Stored data entries
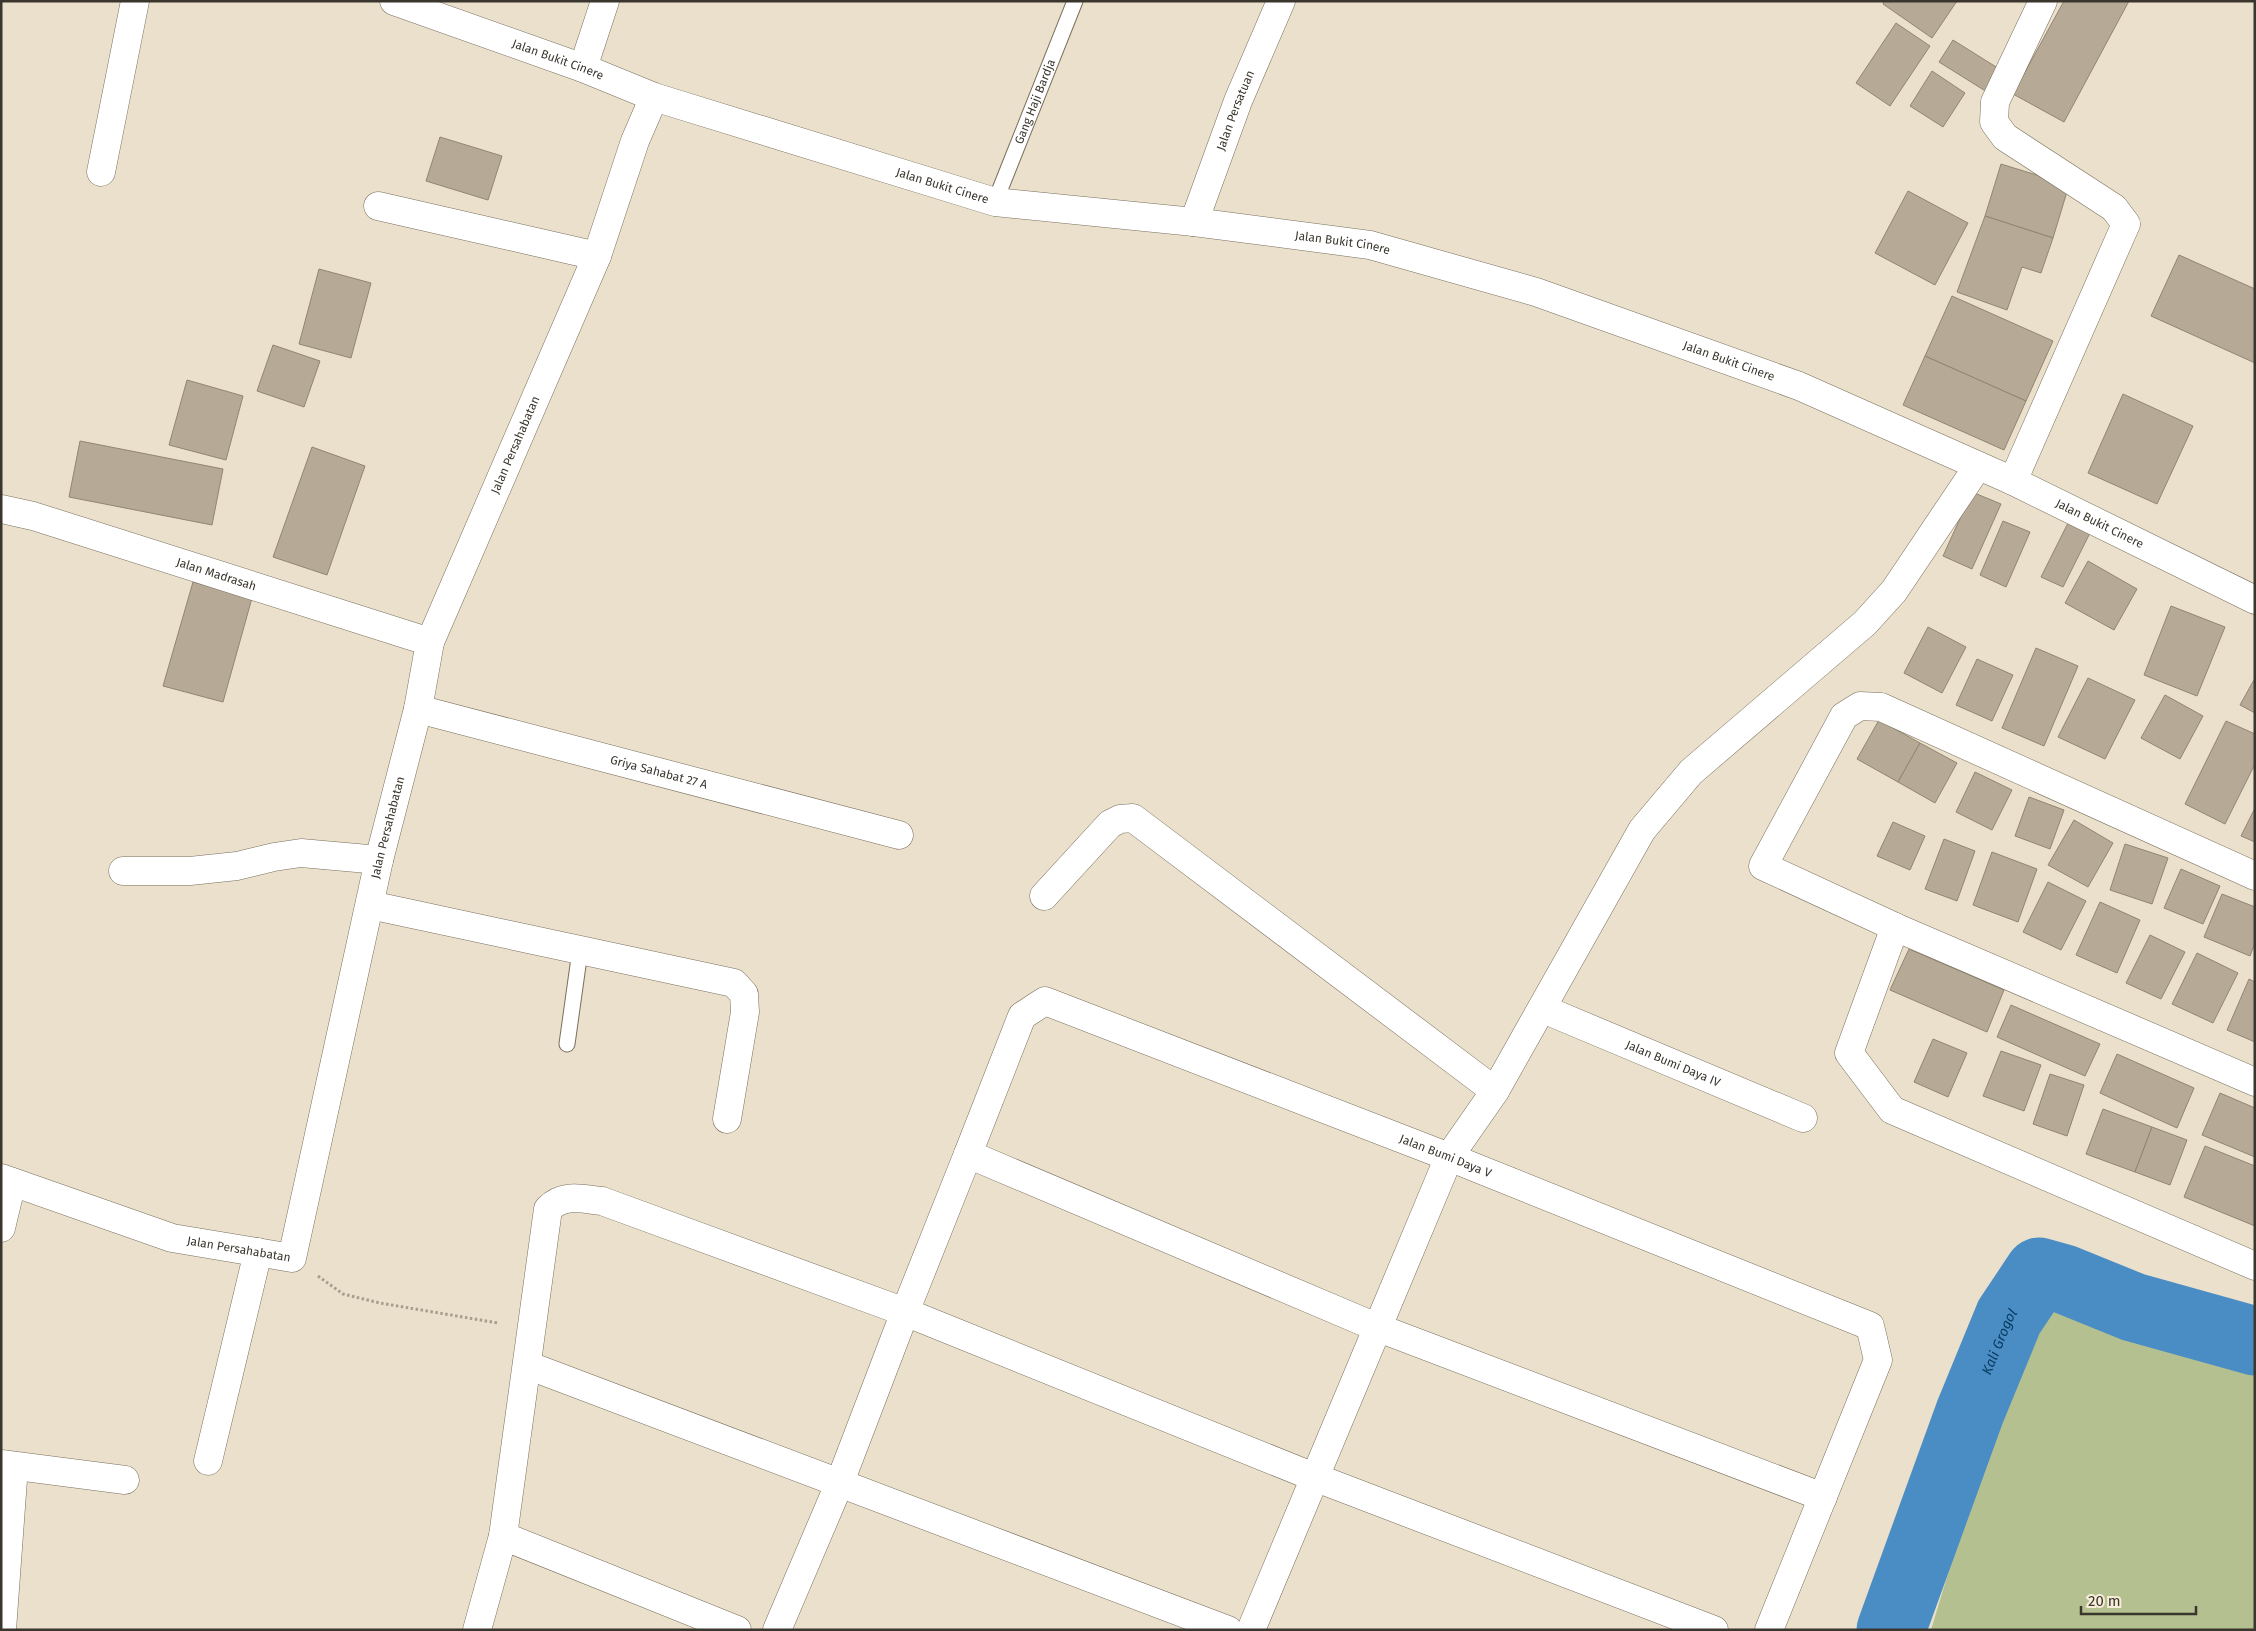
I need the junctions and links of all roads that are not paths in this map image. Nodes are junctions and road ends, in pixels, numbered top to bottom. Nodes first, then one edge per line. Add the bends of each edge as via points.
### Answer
1 (135, 1) edge
2 (394, 1) edge
3 (605, 1) edge
4 (1075, 1) edge
5 (1281, 1) edge
6 (2043, 1) edge
7 (583, 68) junction
8 (654, 97) junction
9 (101, 172) dead end
10 (995, 202) junction
11 (378, 206) dead end
12 (1194, 222) junction
13 (597, 256) junction
14 (1978, 466) junction
15 (2013, 481) junction
16 (1, 509) edge
17 (2255, 600) edge
18 (430, 642) junction
19 (418, 709) junction
20 (900, 835) dead end
21 (379, 860) junction
22 (123, 871) dead end
23 (2255, 876) edge
24 (1044, 896) dead end
25 (370, 905) junction
26 (1895, 927) junction
27 (580, 951) junction
28 (1543, 1010) junction
29 (567, 1044) dead end
30 (2255, 1082) edge
31 (1495, 1091) junction
32 (1802, 1118) dead end
33 (727, 1119) dead end
34 (968, 1154) junction
35 (1449, 1157) junction
36 (6, 1180) edge
37 (1, 1228) edge
38 (258, 1252) junction
39 (2255, 1266) edge
40 (905, 1312) junction
41 (1376, 1328) junction
42 (527, 1365) junction
43 (208, 1461) dead end
44 (8, 1465) edge
45 (1314, 1477) junction
46 (125, 1480) dead end
47 (840, 1482) junction
48 (1823, 1497) junction
49 (503, 1536) junction
50 (2, 1630) edge
51 (477, 1630) edge
52 (737, 1630) edge
53 (777, 1630) edge
54 (1228, 1630) edge
55 (1251, 1630) edge
56 (1714, 1630) edge
57 (1769, 1630) edge

1 - 9 street
2 - 7 street, Jalan Bukit Cinere
3 - 7 street
4 - 10 lane, Gang Haji Bardja
5 - 12 street, Jalan Persatuan via 1238,101
6 - 15 street via 1995,102 1994,122 2005,137 2114,208 2126,224
7 - 8 street, Jalan Bukit Cinere
8 - 10 street, Jalan Bukit Cinere
8 - 13 street, Jalan Persahabatan via 635,141
10 - 12 street, Jalan Bukit Cinere
11 - 13 street
12 - 14 street, Jalan Bukit Cinere via 1370,245 1536,292 1799,386
13 - 18 street, Jalan Persahabatan
14 - 15 street, Jalan Bukit Cinere
14 - 28 street via 1894,591 1865,623 1691,772 1642,830
15 - 17 street, Jalan Bukit Cinere
16 - 18 street, Jalan Madrasah via 43,519
18 - 19 street, Jalan Persahabatan
19 - 20 street, Griya Sahabat 27 A
19 - 21 street, Jalan Persahabatan
21 - 22 street via 301,853 237,866 190,871
21 - 25 street, Jalan Persahabatan
23 - 26 street via 1881,707 1860,706 1844,716 1763,866
24 - 31 street via 1110,824 1133,818
25 - 27 street
25 - 38 street, Jalan Persahabatan via 292,1258
26 - 30 street
26 - 39 street via 1849,1053 1892,1110
27 - 29 lane
27 - 33 street via 734,984 744,994
28 - 31 street
28 - 32 street, Jalan Bumi Daya IV
31 - 35 street
34 - 35 street, Jalan Bumi Daya V via 1022,1016 1045,1001
34 - 40 street
34 - 41 street
35 - 41 street
35 - 48 street, Jalan Bumi Daya V via 1870,1326 1878,1360
36 - 37 street, Jalan Persahabatan
36 - 38 street, Jalan Persahabatan via 172,1238
38 - 43 street
40 - 42 street via 602,1201 571,1197 555,1201 548,1209
40 - 45 street
40 - 47 street
41 - 45 street
41 - 48 street
42 - 47 street
42 - 49 street
44 - 46 street
44 - 50 street
45 - 55 street
45 - 56 street
47 - 53 street
47 - 54 street
48 - 57 street
49 - 51 street
49 - 52 street

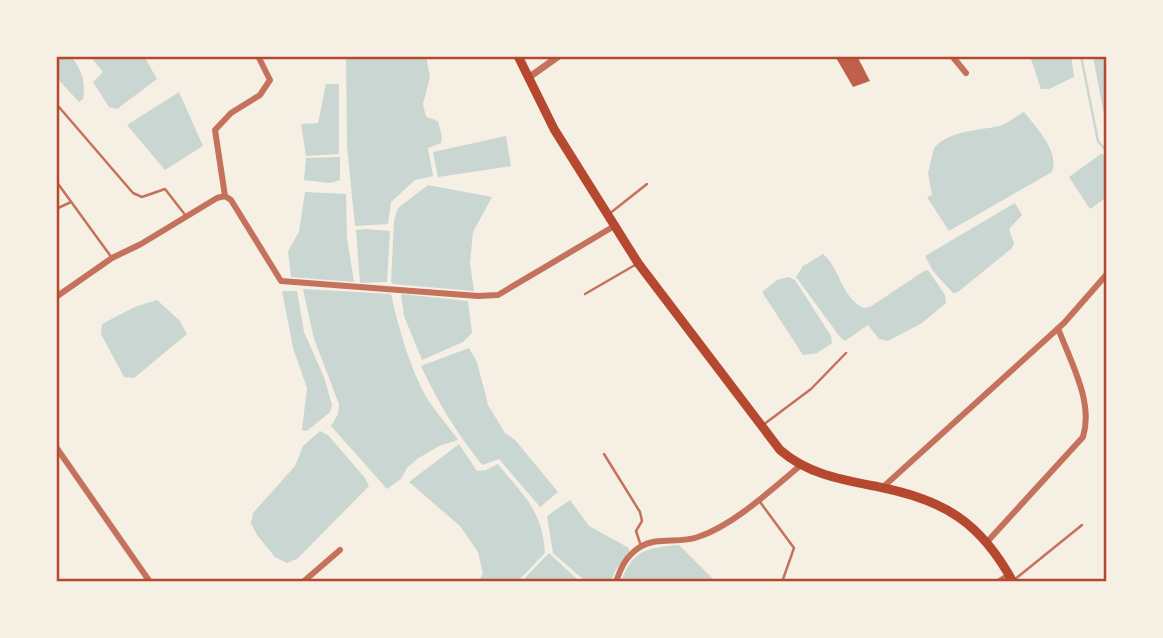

▸ HOW TO COMPLETE THIS TASK:
The pictures stay out of the copy. Set down the entries above precisely.

▸ RESULT OF THIS TASK:
I need the junctions and links of all roads that are not paths in this map image. Nodes are junctions and road ends, in pixels, numbered top to bottom. Nodes first, then one edge per line. Add the bends of each edge as via points.
### Answer
1 (135, 1) edge
2 (394, 1) edge
3 (605, 1) edge
4 (1075, 1) edge
5 (1281, 1) edge
6 (2043, 1) edge
7 (583, 68) junction
8 (654, 97) junction
9 (101, 172) dead end
10 (995, 202) junction
11 (378, 206) dead end
12 (1194, 222) junction
13 (597, 256) junction
14 (1978, 466) junction
15 (2013, 481) junction
16 (1, 509) edge
17 (2255, 600) edge
18 (430, 642) junction
19 (418, 709) junction
20 (900, 835) dead end
21 (379, 860) junction
22 (123, 871) dead end
23 (2255, 876) edge
24 (1044, 896) dead end
25 (370, 905) junction
26 (1895, 927) junction
27 (580, 951) junction
28 (1543, 1010) junction
29 (567, 1044) dead end
30 (2255, 1082) edge
31 (1495, 1091) junction
32 (1802, 1118) dead end
33 (727, 1119) dead end
34 (968, 1154) junction
35 (1449, 1157) junction
36 (6, 1180) edge
37 (1, 1228) edge
38 (258, 1252) junction
39 (2255, 1266) edge
40 (905, 1312) junction
41 (1376, 1328) junction
42 (527, 1365) junction
43 (208, 1461) dead end
44 (8, 1465) edge
45 (1314, 1477) junction
46 (125, 1480) dead end
47 (840, 1482) junction
48 (1823, 1497) junction
49 (503, 1536) junction
50 (2, 1630) edge
51 (477, 1630) edge
52 (737, 1630) edge
53 (777, 1630) edge
54 (1228, 1630) edge
55 (1251, 1630) edge
56 (1714, 1630) edge
57 (1769, 1630) edge

1 - 9 street
2 - 7 street, Jalan Bukit Cinere
3 - 7 street
4 - 10 lane, Gang Haji Bardja
5 - 12 street, Jalan Persatuan via 1238,101
6 - 15 street via 1995,102 1994,122 2005,137 2114,208 2126,224
7 - 8 street, Jalan Bukit Cinere
8 - 10 street, Jalan Bukit Cinere
8 - 13 street, Jalan Persahabatan via 635,141
10 - 12 street, Jalan Bukit Cinere
11 - 13 street
12 - 14 street, Jalan Bukit Cinere via 1370,245 1536,292 1799,386
13 - 18 street, Jalan Persahabatan
14 - 15 street, Jalan Bukit Cinere
14 - 28 street via 1894,591 1865,623 1691,772 1642,830
15 - 17 street, Jalan Bukit Cinere
16 - 18 street, Jalan Madrasah via 43,519
18 - 19 street, Jalan Persahabatan
19 - 20 street, Griya Sahabat 27 A
19 - 21 street, Jalan Persahabatan
21 - 22 street via 301,853 237,866 190,871
21 - 25 street, Jalan Persahabatan
23 - 26 street via 1881,707 1860,706 1844,716 1763,866
24 - 31 street via 1110,824 1133,818
25 - 27 street
25 - 38 street, Jalan Persahabatan via 292,1258
26 - 30 street
26 - 39 street via 1849,1053 1892,1110
27 - 29 lane
27 - 33 street via 734,984 744,994
28 - 31 street
28 - 32 street, Jalan Bumi Daya IV
31 - 35 street
34 - 35 street, Jalan Bumi Daya V via 1022,1016 1045,1001
34 - 40 street
34 - 41 street
35 - 41 street
35 - 48 street, Jalan Bumi Daya V via 1870,1326 1878,1360
36 - 37 street, Jalan Persahabatan
36 - 38 street, Jalan Persahabatan via 172,1238
38 - 43 street
40 - 42 street via 602,1201 571,1197 555,1201 548,1209
40 - 45 street
40 - 47 street
41 - 45 street
41 - 48 street
42 - 47 street
42 - 49 street
44 - 46 street
44 - 50 street
45 - 55 street
45 - 56 street
47 - 53 street
47 - 54 street
48 - 57 street
49 - 51 street
49 - 52 street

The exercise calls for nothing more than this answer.